In a course about semigroups of operators my professor used a generalization of Rademacher's theorem:
Let $X$ be a reflexive Banach space. Then every Lipschitz function $f: \ [0,t] \to X$ is differentiable almost everywhere.
I can prove this using the fact that every reflexive Banach space has Radon-Nikodym property. But I am looking for a simpler proof. My prof mentioned that this can be done by applying the one-dimensional Rademacher theorem to functions $ \langle x^*, f(t) \rangle$ but I can't prove it this way. Any help?
Consider a Lipschitz function $f\colon [0,1]\to X$, where $X$ is reflexive. Re-scaling, if necessary, we may assume that $f$ has Lipschitz constant 1. You may also assume that $X$ is separable as $[0,1]$ is separable, hence so it the image of $f$, so we may restrict ourselves to the closed linear span of the image of $f$, which is also reflexive.
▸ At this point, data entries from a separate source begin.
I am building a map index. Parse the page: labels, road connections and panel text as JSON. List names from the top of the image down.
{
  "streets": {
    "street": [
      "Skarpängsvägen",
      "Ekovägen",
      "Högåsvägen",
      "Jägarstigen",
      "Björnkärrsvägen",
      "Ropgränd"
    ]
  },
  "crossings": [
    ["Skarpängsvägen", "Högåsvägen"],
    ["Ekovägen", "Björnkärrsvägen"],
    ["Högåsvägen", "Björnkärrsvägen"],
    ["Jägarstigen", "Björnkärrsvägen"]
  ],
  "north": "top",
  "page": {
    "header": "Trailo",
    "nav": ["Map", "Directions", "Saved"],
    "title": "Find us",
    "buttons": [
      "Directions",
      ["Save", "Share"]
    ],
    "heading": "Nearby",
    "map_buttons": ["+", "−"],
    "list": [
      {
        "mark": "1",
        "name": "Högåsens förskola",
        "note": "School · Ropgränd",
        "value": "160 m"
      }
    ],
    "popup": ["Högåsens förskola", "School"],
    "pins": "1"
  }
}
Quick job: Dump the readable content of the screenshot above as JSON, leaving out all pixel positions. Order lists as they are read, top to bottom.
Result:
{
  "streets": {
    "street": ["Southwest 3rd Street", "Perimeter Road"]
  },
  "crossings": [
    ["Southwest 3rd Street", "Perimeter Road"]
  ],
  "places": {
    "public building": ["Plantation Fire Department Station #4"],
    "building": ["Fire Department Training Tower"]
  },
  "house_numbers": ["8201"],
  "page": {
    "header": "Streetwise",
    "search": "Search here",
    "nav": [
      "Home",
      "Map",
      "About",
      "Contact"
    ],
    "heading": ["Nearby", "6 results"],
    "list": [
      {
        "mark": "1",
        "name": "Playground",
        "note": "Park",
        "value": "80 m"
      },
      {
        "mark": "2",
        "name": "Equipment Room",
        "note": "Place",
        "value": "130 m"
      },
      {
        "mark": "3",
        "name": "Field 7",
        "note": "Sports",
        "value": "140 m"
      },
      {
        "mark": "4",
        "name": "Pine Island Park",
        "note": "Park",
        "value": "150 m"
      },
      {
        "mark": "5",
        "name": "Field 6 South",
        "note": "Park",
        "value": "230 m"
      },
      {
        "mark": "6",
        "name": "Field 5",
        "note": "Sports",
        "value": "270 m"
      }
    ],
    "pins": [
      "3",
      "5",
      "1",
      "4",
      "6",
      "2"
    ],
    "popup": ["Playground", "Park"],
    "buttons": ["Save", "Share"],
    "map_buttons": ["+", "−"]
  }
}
Given $y\in X^*$, the function $\omega \mapsto \langle y, f(\omega)\rangle$ is $\|y\|$-Lipschitz, so there is a positive density function $g_y\in L_\infty[0,1]$ with $\|g\|_{L_\infty}\leqslant \|y\|$ and such that $$\langle y, f(\omega)\rangle = \int\limits_0^\omega g_y(\tau)\,{\rm d}\tau$$ for almost all $\omega$.
As $X$ is separable, so is $X^*$ (because $X$ is reflexive), so we may pick a countable, dense set $D\subset X^*$. For each finite linear combination $y=\sum_{k=1}^n c_k d_k$ where $d_j\in D$ for $j\leqslant n$, we have $$\langle y, f(\omega)\rangle = \int\limits_0^\omega\left(\sum_{k=1}^nc_k g_{d_k}(\tau)\right)\,{\rm d}\tau$$ for almost all $\omega$, which means that the density of $y$ is the linear combination of densities of $d_k$ with coefficients $c_k$ ($k\leqslant n$). In particular, the essential supremum of $\sum_{k=1}^nc_k g_{d_k}$ is bounded by $\| \sum_{k=1}^n c_k d_k\|$.
Restricting the coefficients $c_k$ to rational numbers (or to elements of $\mathbb{Q}+i\mathbb{Q}$ in the complex case), we conclude that there are only countably many linear combinations of the form $\sum_{k=1}^nc_k {d_k}$ and they are dense in $X^*$. Consequently, there exists a measure-zero set $\Omega\subset [0,1]$ such that
$$\left| \sum_{k=1}^nc_k g_{d_k}(\omega) \right| \leqslant \left\| \sum_{k=1}^n c_k d_k\right\|$$
for all $\omega\in [0,1]\setminus \Omega$ and all such linear combinations. By density, this holds for all linear combinations of elementes from $D$. Therefore, given $\omega\in [0,1]\setminus \Omega$, the map $$y\mapsto g_y(\omega)\quad (y\in X^*)$$ is a well-defined, bounded, linear functional $\psi_\omega$ on $X^*$, so $\psi_\omega\in X^{**}=X$ with $\|\psi_\omega\|\leqslant 1$.
Take $y\in D$. The map $$\langle y, f(\omega)\rangle = \int\limits_0^\omega \langle y, \psi_\tau\rangle\,{\rm d}\tau$$
is Lebesgue-measurable (and bounded). We are now in a position to apply Lebesgue's dominated convergence theorem to see that the above formula holds for all $y\in X^*$. As $X$ is separable, by the Pettis measurability theorem, the function $\psi(\omega)=\psi_\omega$ is Bochner-measurable. It is also bounded and therefore integrable. Finally, $$f(\omega)=\int\limits_0^\omega \psi(\tau)\,{\rm d}\tau$$ for almost all $\omega$. It follows from the fundamental theorem of calculus for the Bochner integral that $f$ is differentiable almost everywhere.